==== LISTED ENTRIES ====
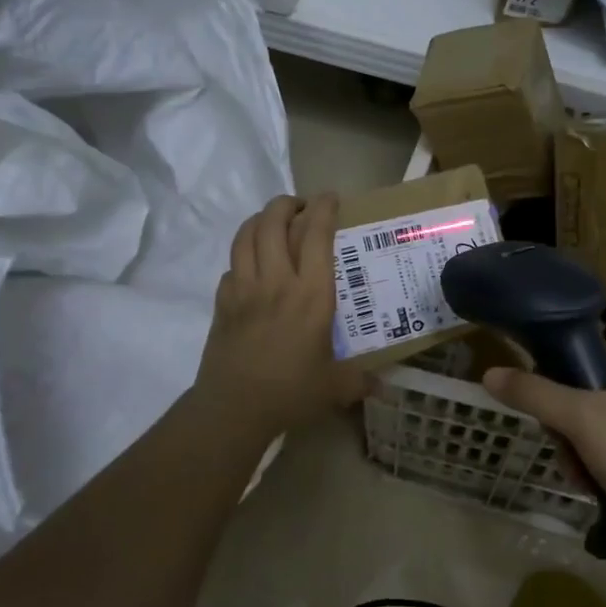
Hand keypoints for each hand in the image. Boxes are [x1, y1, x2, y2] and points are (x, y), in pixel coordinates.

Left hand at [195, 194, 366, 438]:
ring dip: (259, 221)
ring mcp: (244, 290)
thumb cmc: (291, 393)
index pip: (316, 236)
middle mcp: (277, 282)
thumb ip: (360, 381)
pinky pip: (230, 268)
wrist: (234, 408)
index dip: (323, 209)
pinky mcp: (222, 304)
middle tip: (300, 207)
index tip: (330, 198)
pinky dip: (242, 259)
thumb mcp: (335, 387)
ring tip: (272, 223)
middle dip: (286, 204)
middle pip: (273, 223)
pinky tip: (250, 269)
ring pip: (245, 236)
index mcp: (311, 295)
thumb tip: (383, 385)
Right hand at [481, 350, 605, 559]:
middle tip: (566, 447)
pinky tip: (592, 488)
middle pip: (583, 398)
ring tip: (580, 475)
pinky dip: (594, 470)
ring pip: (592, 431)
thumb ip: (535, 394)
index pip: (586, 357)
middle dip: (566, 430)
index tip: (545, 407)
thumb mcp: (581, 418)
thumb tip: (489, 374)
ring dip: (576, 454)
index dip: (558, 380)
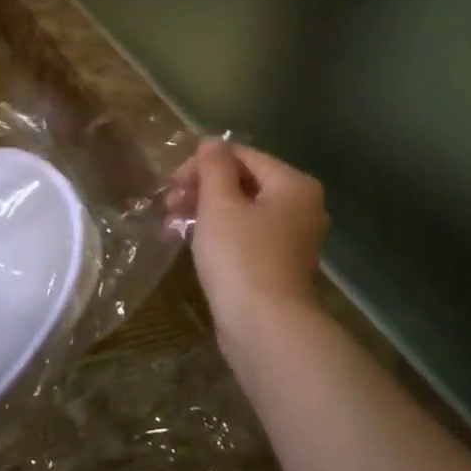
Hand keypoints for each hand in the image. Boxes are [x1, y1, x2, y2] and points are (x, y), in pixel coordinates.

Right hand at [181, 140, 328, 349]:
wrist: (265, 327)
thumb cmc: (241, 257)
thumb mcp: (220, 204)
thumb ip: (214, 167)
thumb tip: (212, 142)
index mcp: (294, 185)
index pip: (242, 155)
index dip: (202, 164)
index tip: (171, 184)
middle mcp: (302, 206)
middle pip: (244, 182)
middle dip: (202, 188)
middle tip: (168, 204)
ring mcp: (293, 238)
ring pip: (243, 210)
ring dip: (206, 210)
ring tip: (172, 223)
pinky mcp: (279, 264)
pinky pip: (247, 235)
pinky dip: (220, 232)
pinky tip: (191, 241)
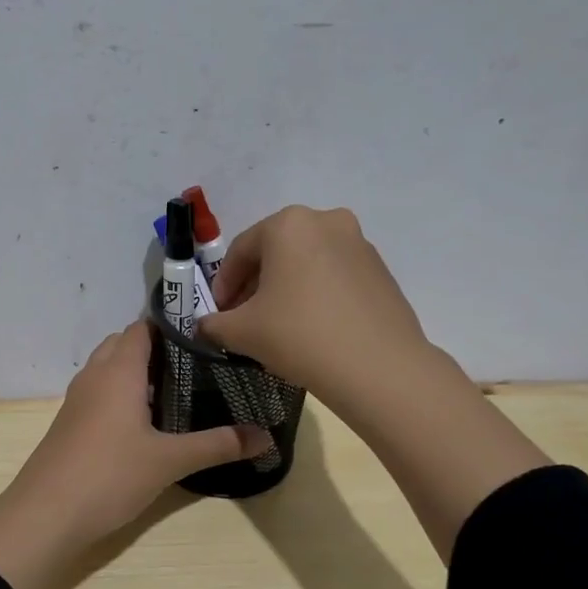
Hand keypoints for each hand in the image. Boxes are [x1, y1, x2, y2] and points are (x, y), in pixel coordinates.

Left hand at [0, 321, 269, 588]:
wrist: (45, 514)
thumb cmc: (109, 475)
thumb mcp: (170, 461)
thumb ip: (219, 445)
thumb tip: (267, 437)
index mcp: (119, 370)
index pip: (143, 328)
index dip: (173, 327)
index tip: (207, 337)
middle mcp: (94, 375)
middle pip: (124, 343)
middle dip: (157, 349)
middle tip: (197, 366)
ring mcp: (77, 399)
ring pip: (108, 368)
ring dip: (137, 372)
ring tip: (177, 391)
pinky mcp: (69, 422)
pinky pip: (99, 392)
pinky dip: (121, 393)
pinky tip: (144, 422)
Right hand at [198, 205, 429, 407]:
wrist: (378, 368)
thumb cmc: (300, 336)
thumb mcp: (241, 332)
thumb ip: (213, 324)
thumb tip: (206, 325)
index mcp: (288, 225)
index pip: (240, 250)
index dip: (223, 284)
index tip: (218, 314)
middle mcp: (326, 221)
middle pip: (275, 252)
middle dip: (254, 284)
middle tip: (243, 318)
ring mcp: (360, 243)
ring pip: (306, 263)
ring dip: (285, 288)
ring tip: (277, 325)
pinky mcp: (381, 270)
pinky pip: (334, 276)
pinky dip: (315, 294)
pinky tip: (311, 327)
====
Repeat exactly the stretch of the listing above that starts with the line holding "thumb ip: (360, 381)" and finishes with the line holding "middle dip: (254, 284)", both included. Skip every picture.

thumb ip: (360, 381)
pinky pip: (230, 268)
wrist: (234, 408)
index dip: (323, 209)
pinky mcp: (222, 304)
middle tip: (300, 207)
index tip: (330, 198)
pinky dip: (242, 259)
thumb mcp: (335, 387)
ring tip: (272, 223)
middle dip: (286, 204)
middle pip: (273, 223)
pinky tip: (250, 269)
ring pip: (245, 236)
index mcp: (311, 295)
thumb tip: (383, 385)
Right hand at [481, 350, 605, 559]:
middle tip: (566, 447)
pinky tip: (592, 488)
middle pip: (583, 398)
ring tip: (580, 475)
pinky dip: (594, 470)
ring pip: (592, 431)
thumb ip: (535, 394)
index pip: (586, 357)
middle dip: (566, 430)
index tip: (545, 407)
thumb mcp: (581, 418)
thumb tip: (489, 374)
ring dip: (576, 454)
index dip: (558, 380)
Hand keypoints for each hand in the image. Boxes are [x1, y1, x2, y2] and points are (x, y), in pixel coordinates.

Right hand at [181, 140, 328, 349]:
wrist: (265, 327)
thumb cmc: (241, 257)
thumb mcp: (220, 204)
thumb ip: (214, 167)
thumb tip: (212, 142)
index mcp: (294, 185)
index pip: (242, 155)
index dip: (202, 164)
index tip: (171, 184)
middle mcp: (302, 206)
middle pip: (244, 182)
middle dip: (202, 188)
middle tip: (168, 204)
ring mcp: (293, 238)
ring pip: (243, 210)
ring dip: (206, 210)
ring tip: (172, 223)
pinky mcp: (279, 264)
pinky pip: (247, 235)
pinky dip: (220, 232)
pinky tip: (191, 241)
Hand keypoints for each hand in the image. Boxes are [x1, y1, x2, y2] and points are (x, y), in pixel coordinates.

Left hand at [0, 321, 269, 588]:
wrist: (45, 514)
thumb cmc: (109, 475)
thumb mcp: (170, 461)
thumb ip: (219, 445)
thumb tip: (267, 437)
index mcp: (119, 370)
index pip: (143, 328)
index dip: (173, 327)
index tip: (207, 337)
middle mcp: (94, 375)
middle pip: (124, 343)
middle dip: (157, 349)
middle tip: (197, 366)
ring mcp: (77, 399)
ring pip: (108, 368)
ring dip: (137, 372)
ring tip: (177, 391)
pinky mcp: (69, 422)
pinky pip: (99, 392)
pinky dip: (121, 393)
pinky tip: (144, 422)
Right hand at [198, 205, 429, 407]:
wrist: (378, 368)
thumb cmc: (300, 336)
thumb mcp: (241, 332)
thumb ip: (213, 324)
thumb tip: (206, 325)
index mcp: (288, 225)
index pip: (240, 250)
index dip: (223, 284)
index tip: (218, 314)
middle mcp: (326, 221)
middle pip: (275, 252)
middle dip: (254, 284)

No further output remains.